Source data
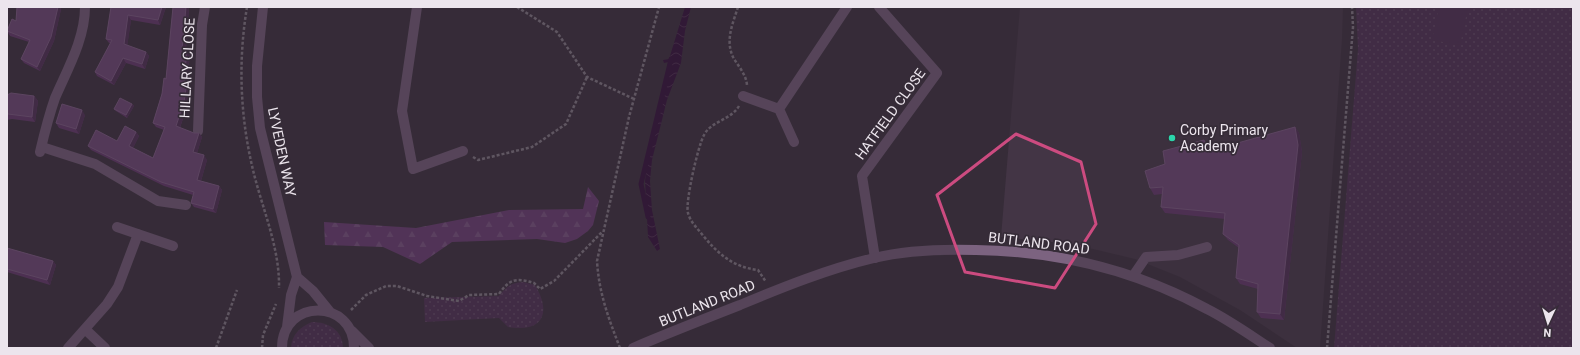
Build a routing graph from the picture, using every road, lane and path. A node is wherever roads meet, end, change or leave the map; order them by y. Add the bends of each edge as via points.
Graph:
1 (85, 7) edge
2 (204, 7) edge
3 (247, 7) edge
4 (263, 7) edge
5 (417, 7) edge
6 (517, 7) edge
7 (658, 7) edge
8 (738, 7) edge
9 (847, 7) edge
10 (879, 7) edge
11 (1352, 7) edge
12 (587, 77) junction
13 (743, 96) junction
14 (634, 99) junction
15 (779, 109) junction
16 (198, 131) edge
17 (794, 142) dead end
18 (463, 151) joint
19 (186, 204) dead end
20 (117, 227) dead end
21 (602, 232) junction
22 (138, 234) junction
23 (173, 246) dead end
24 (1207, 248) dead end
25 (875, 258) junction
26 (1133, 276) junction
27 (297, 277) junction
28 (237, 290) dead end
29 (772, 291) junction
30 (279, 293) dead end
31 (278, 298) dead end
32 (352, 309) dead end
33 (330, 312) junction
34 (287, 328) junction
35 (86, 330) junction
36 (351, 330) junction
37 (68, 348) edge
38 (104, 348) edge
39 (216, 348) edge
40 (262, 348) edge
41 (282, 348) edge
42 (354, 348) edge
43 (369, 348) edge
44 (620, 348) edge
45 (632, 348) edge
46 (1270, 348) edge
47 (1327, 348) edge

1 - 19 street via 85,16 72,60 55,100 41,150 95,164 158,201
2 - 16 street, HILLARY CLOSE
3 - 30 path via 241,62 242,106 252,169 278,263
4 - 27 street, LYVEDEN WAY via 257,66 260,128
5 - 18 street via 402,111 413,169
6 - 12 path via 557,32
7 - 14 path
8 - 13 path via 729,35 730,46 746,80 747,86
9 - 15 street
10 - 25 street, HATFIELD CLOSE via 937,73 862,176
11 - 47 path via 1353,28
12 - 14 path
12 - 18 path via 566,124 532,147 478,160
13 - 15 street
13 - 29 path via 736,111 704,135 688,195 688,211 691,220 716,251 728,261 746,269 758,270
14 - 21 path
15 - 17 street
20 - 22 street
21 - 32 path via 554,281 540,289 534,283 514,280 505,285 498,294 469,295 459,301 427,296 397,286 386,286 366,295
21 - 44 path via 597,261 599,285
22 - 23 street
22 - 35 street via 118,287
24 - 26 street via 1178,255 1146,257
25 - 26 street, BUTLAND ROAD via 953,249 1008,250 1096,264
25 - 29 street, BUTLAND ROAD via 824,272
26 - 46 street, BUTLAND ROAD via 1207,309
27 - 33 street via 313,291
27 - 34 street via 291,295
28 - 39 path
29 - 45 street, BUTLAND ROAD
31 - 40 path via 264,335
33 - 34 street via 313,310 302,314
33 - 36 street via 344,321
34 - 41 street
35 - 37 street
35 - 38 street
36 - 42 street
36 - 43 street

## TASK DESCRIPTION
Write the records out again verbatim and omit the pictures they contain.

## ANSWER SECTION
Build a routing graph from the picture, using every road, lane and path. A node is wherever roads meet, end, change or leave the map; order them by y. Add the bends of each edge as via points.
Graph:
1 (85, 7) edge
2 (204, 7) edge
3 (247, 7) edge
4 (263, 7) edge
5 (417, 7) edge
6 (517, 7) edge
7 (658, 7) edge
8 (738, 7) edge
9 (847, 7) edge
10 (879, 7) edge
11 (1352, 7) edge
12 (587, 77) junction
13 (743, 96) junction
14 (634, 99) junction
15 (779, 109) junction
16 (198, 131) edge
17 (794, 142) dead end
18 (463, 151) joint
19 (186, 204) dead end
20 (117, 227) dead end
21 (602, 232) junction
22 (138, 234) junction
23 (173, 246) dead end
24 (1207, 248) dead end
25 (875, 258) junction
26 (1133, 276) junction
27 (297, 277) junction
28 (237, 290) dead end
29 (772, 291) junction
30 (279, 293) dead end
31 (278, 298) dead end
32 (352, 309) dead end
33 (330, 312) junction
34 (287, 328) junction
35 (86, 330) junction
36 (351, 330) junction
37 (68, 348) edge
38 (104, 348) edge
39 (216, 348) edge
40 (262, 348) edge
41 (282, 348) edge
42 (354, 348) edge
43 (369, 348) edge
44 (620, 348) edge
45 (632, 348) edge
46 (1270, 348) edge
47 (1327, 348) edge

1 - 19 street via 85,16 72,60 55,100 41,150 95,164 158,201
2 - 16 street, HILLARY CLOSE
3 - 30 path via 241,62 242,106 252,169 278,263
4 - 27 street, LYVEDEN WAY via 257,66 260,128
5 - 18 street via 402,111 413,169
6 - 12 path via 557,32
7 - 14 path
8 - 13 path via 729,35 730,46 746,80 747,86
9 - 15 street
10 - 25 street, HATFIELD CLOSE via 937,73 862,176
11 - 47 path via 1353,28
12 - 14 path
12 - 18 path via 566,124 532,147 478,160
13 - 15 street
13 - 29 path via 736,111 704,135 688,195 688,211 691,220 716,251 728,261 746,269 758,270
14 - 21 path
15 - 17 street
20 - 22 street
21 - 32 path via 554,281 540,289 534,283 514,280 505,285 498,294 469,295 459,301 427,296 397,286 386,286 366,295
21 - 44 path via 597,261 599,285
22 - 23 street
22 - 35 street via 118,287
24 - 26 street via 1178,255 1146,257
25 - 26 street, BUTLAND ROAD via 953,249 1008,250 1096,264
25 - 29 street, BUTLAND ROAD via 824,272
26 - 46 street, BUTLAND ROAD via 1207,309
27 - 33 street via 313,291
27 - 34 street via 291,295
28 - 39 path
29 - 45 street, BUTLAND ROAD
31 - 40 path via 264,335
33 - 34 street via 313,310 302,314
33 - 36 street via 344,321
34 - 41 street
35 - 37 street
35 - 38 street
36 - 42 street
36 - 43 street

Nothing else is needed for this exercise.